An unchanged copy of every record below, without pictures, is the goal.

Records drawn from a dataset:
----------
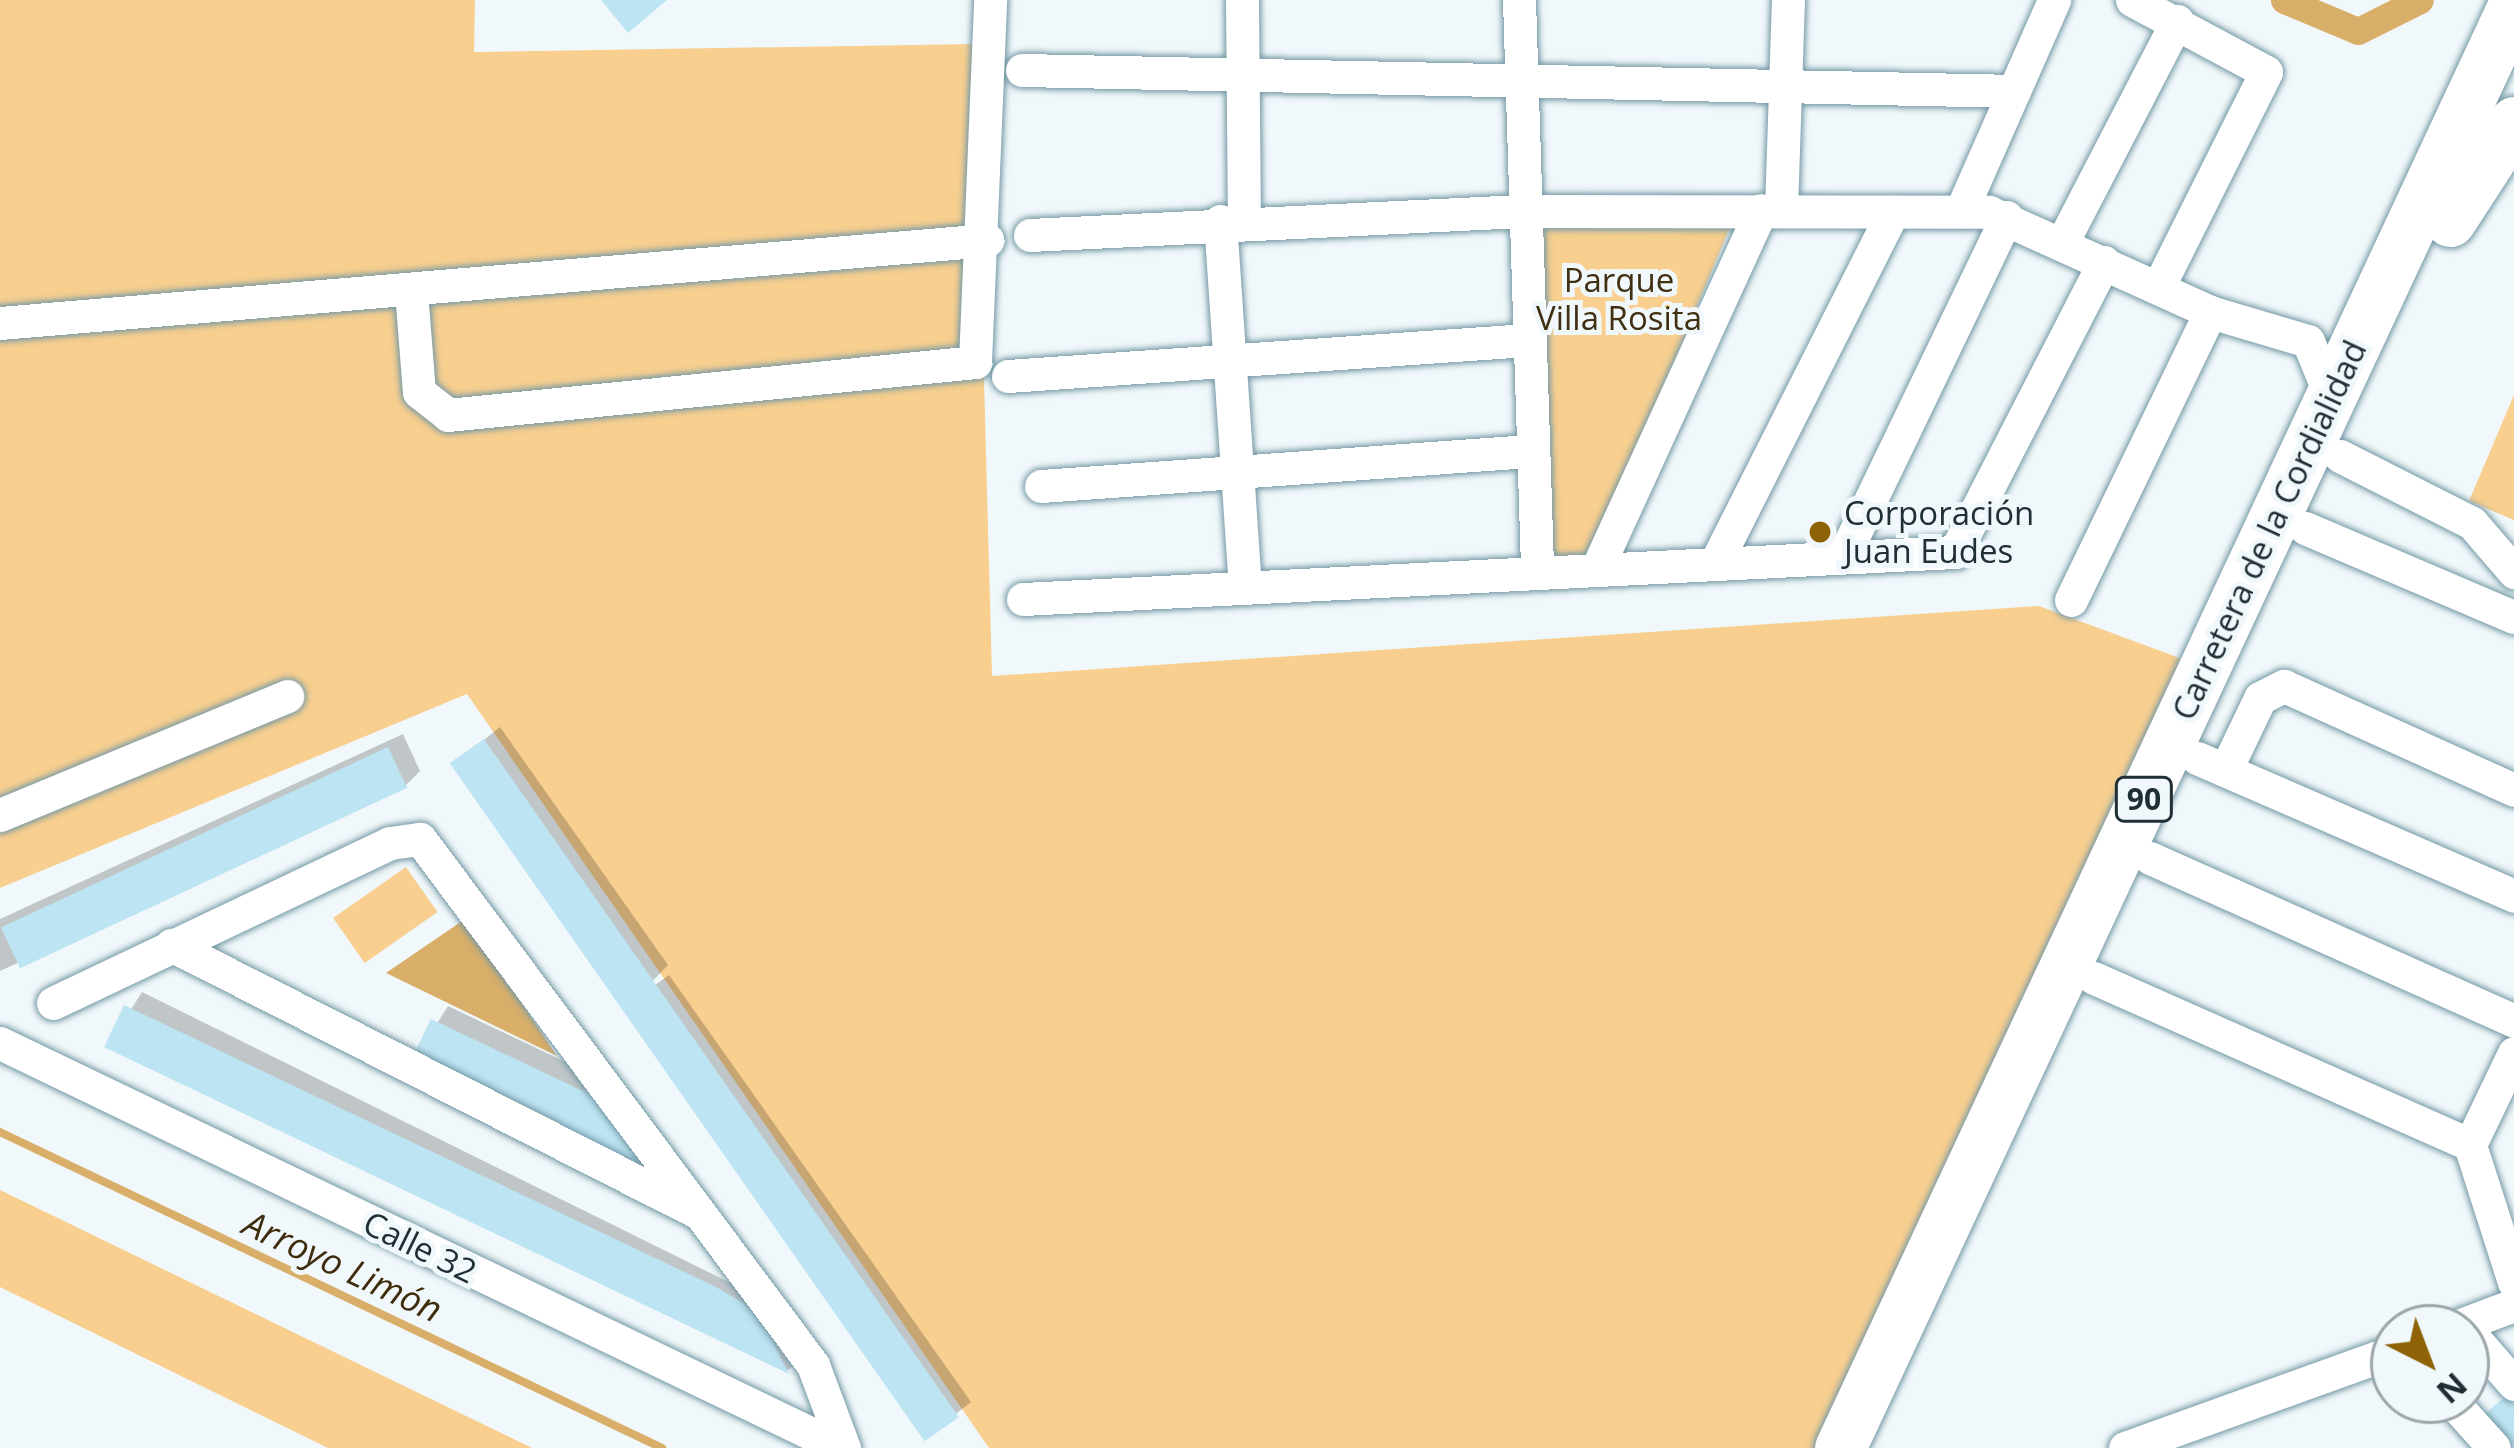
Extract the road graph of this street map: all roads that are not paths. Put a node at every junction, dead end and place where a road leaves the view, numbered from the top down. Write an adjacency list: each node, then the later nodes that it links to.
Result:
1 (990, 0): 22 (street)
2 (1242, 0): 10 (street)
3 (1519, 0): 11 (street)
4 (1788, 0): 12 (street)
5 (2054, 0): 13 (street)
6 (2132, 0): 8 (street)
7 (2514, 4): 27 (highway, Carretera de la Cordialidad / 90)
8 (2177, 21): 23 (street); 25 (street)
9 (1022, 70): 10 (street)
10 (1243, 74): 11 (street); 20 (street)
11 (1523, 82): 12 (street); 16 (street)
12 (1786, 90): 13 (street); 15 (street)
13 (2014, 91): 17 (street)
14 (2514, 122): 36 (highway, Carretera de la Cordialidad / 90)
15 (1771, 210): 16 (street); 18 (street); 42 (street)
16 (1525, 211): 20 (street); 31 (street)
17 (1961, 211): 18 (street); 19 (street)
18 (1893, 212): 41 (street)
19 (2008, 217): 23 (street); 40 (street)
20 (1232, 220): 21 (street); 32 (street)
21 (1030, 235)
22 (988, 240): 26 (street); 26 (street)
23 (2063, 241): 24 (street)
24 (2104, 262): 25 (street); 40 (street)
25 (2158, 286): 28 (street)
26 (411, 291): 29 (street)
27 (2378, 294): 30 (street); 34 (highway, Carretera de la Cordialidad / 90)
28 (2210, 312): 30 (street); 47 (street)
29 (0, 323)
30 (2287, 333): 34 (street)
31 (1528, 340): 32 (street); 35 (street)
32 (1229, 362): 33 (street); 37 (street)
33 (1008, 376)
34 (2330, 401): 69 (highway, Carretera de la Cordialidad / 90)
35 (1528, 452): 37 (street); 43 (street)
36 (2340, 456): 39 (highway, Carretera de la Cordialidad / 90); 44 (street)
37 (1238, 471): 38 (street); 45 (street)
38 (1041, 486)
39 (2306, 528): 48 (street); 50 (highway, Carretera de la Cordialidad / 90)
40 (1844, 555): 41 (street)
41 (1718, 558): 42 (street)
42 (1599, 564): 43 (street)
43 (1538, 566): 45 (street)
44 (2514, 572)
45 (1245, 585): 46 (street)
46 (1022, 599)
47 (2071, 600)
48 (2514, 617)
49 (287, 696): 52 (street)
50 (2211, 764): 51 (street); 53 (highway, Carretera de la Cordialidad / 90); 54 (street)
51 (2514, 790)
52 (0, 815)
53 (2150, 859): 56 (highway, Carretera de la Cordialidad / 90); 58 (street)
54 (2514, 896)
55 (171, 945): 57 (street); 62 (street); 62 (street)
56 (2094, 978): 61 (street); 70 (highway, Carretera de la Cordialidad / 90)
57 (53, 1003)
58 (2514, 1021)
59 (0, 1043): 68 (street, Calle 32)
60 (2514, 1053): 61 (street)
61 (2470, 1144): 63 (street)
62 (700, 1214): 68 (street)
63 (2514, 1282)
64 (2490, 1359): 66 (street)
65 (2370, 1360): 71 (street)
66 (2514, 1384)
67 (2472, 1424): 72 (street)
68 (842, 1448)
69 (1840, 1448)
70 (1872, 1448)
71 (2125, 1448)
72 (2494, 1448)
----------
» Response to the exercise:
Extract the road graph of this street map: all roads that are not paths. Put a node at every junction, dead end and place where a road leaves the view, numbered from the top down. Write an adjacency list: each node, then the later nodes that it links to.
Result:
1 (990, 0): 22 (street)
2 (1242, 0): 10 (street)
3 (1519, 0): 11 (street)
4 (1788, 0): 12 (street)
5 (2054, 0): 13 (street)
6 (2132, 0): 8 (street)
7 (2514, 4): 27 (highway, Carretera de la Cordialidad / 90)
8 (2177, 21): 23 (street); 25 (street)
9 (1022, 70): 10 (street)
10 (1243, 74): 11 (street); 20 (street)
11 (1523, 82): 12 (street); 16 (street)
12 (1786, 90): 13 (street); 15 (street)
13 (2014, 91): 17 (street)
14 (2514, 122): 36 (highway, Carretera de la Cordialidad / 90)
15 (1771, 210): 16 (street); 18 (street); 42 (street)
16 (1525, 211): 20 (street); 31 (street)
17 (1961, 211): 18 (street); 19 (street)
18 (1893, 212): 41 (street)
19 (2008, 217): 23 (street); 40 (street)
20 (1232, 220): 21 (street); 32 (street)
21 (1030, 235)
22 (988, 240): 26 (street); 26 (street)
23 (2063, 241): 24 (street)
24 (2104, 262): 25 (street); 40 (street)
25 (2158, 286): 28 (street)
26 (411, 291): 29 (street)
27 (2378, 294): 30 (street); 34 (highway, Carretera de la Cordialidad / 90)
28 (2210, 312): 30 (street); 47 (street)
29 (0, 323)
30 (2287, 333): 34 (street)
31 (1528, 340): 32 (street); 35 (street)
32 (1229, 362): 33 (street); 37 (street)
33 (1008, 376)
34 (2330, 401): 69 (highway, Carretera de la Cordialidad / 90)
35 (1528, 452): 37 (street); 43 (street)
36 (2340, 456): 39 (highway, Carretera de la Cordialidad / 90); 44 (street)
37 (1238, 471): 38 (street); 45 (street)
38 (1041, 486)
39 (2306, 528): 48 (street); 50 (highway, Carretera de la Cordialidad / 90)
40 (1844, 555): 41 (street)
41 (1718, 558): 42 (street)
42 (1599, 564): 43 (street)
43 (1538, 566): 45 (street)
44 (2514, 572)
45 (1245, 585): 46 (street)
46 (1022, 599)
47 (2071, 600)
48 (2514, 617)
49 (287, 696): 52 (street)
50 (2211, 764): 51 (street); 53 (highway, Carretera de la Cordialidad / 90); 54 (street)
51 (2514, 790)
52 (0, 815)
53 (2150, 859): 56 (highway, Carretera de la Cordialidad / 90); 58 (street)
54 (2514, 896)
55 (171, 945): 57 (street); 62 (street); 62 (street)
56 (2094, 978): 61 (street); 70 (highway, Carretera de la Cordialidad / 90)
57 (53, 1003)
58 (2514, 1021)
59 (0, 1043): 68 (street, Calle 32)
60 (2514, 1053): 61 (street)
61 (2470, 1144): 63 (street)
62 (700, 1214): 68 (street)
63 (2514, 1282)
64 (2490, 1359): 66 (street)
65 (2370, 1360): 71 (street)
66 (2514, 1384)
67 (2472, 1424): 72 (street)
68 (842, 1448)
69 (1840, 1448)
70 (1872, 1448)
71 (2125, 1448)
72 (2494, 1448)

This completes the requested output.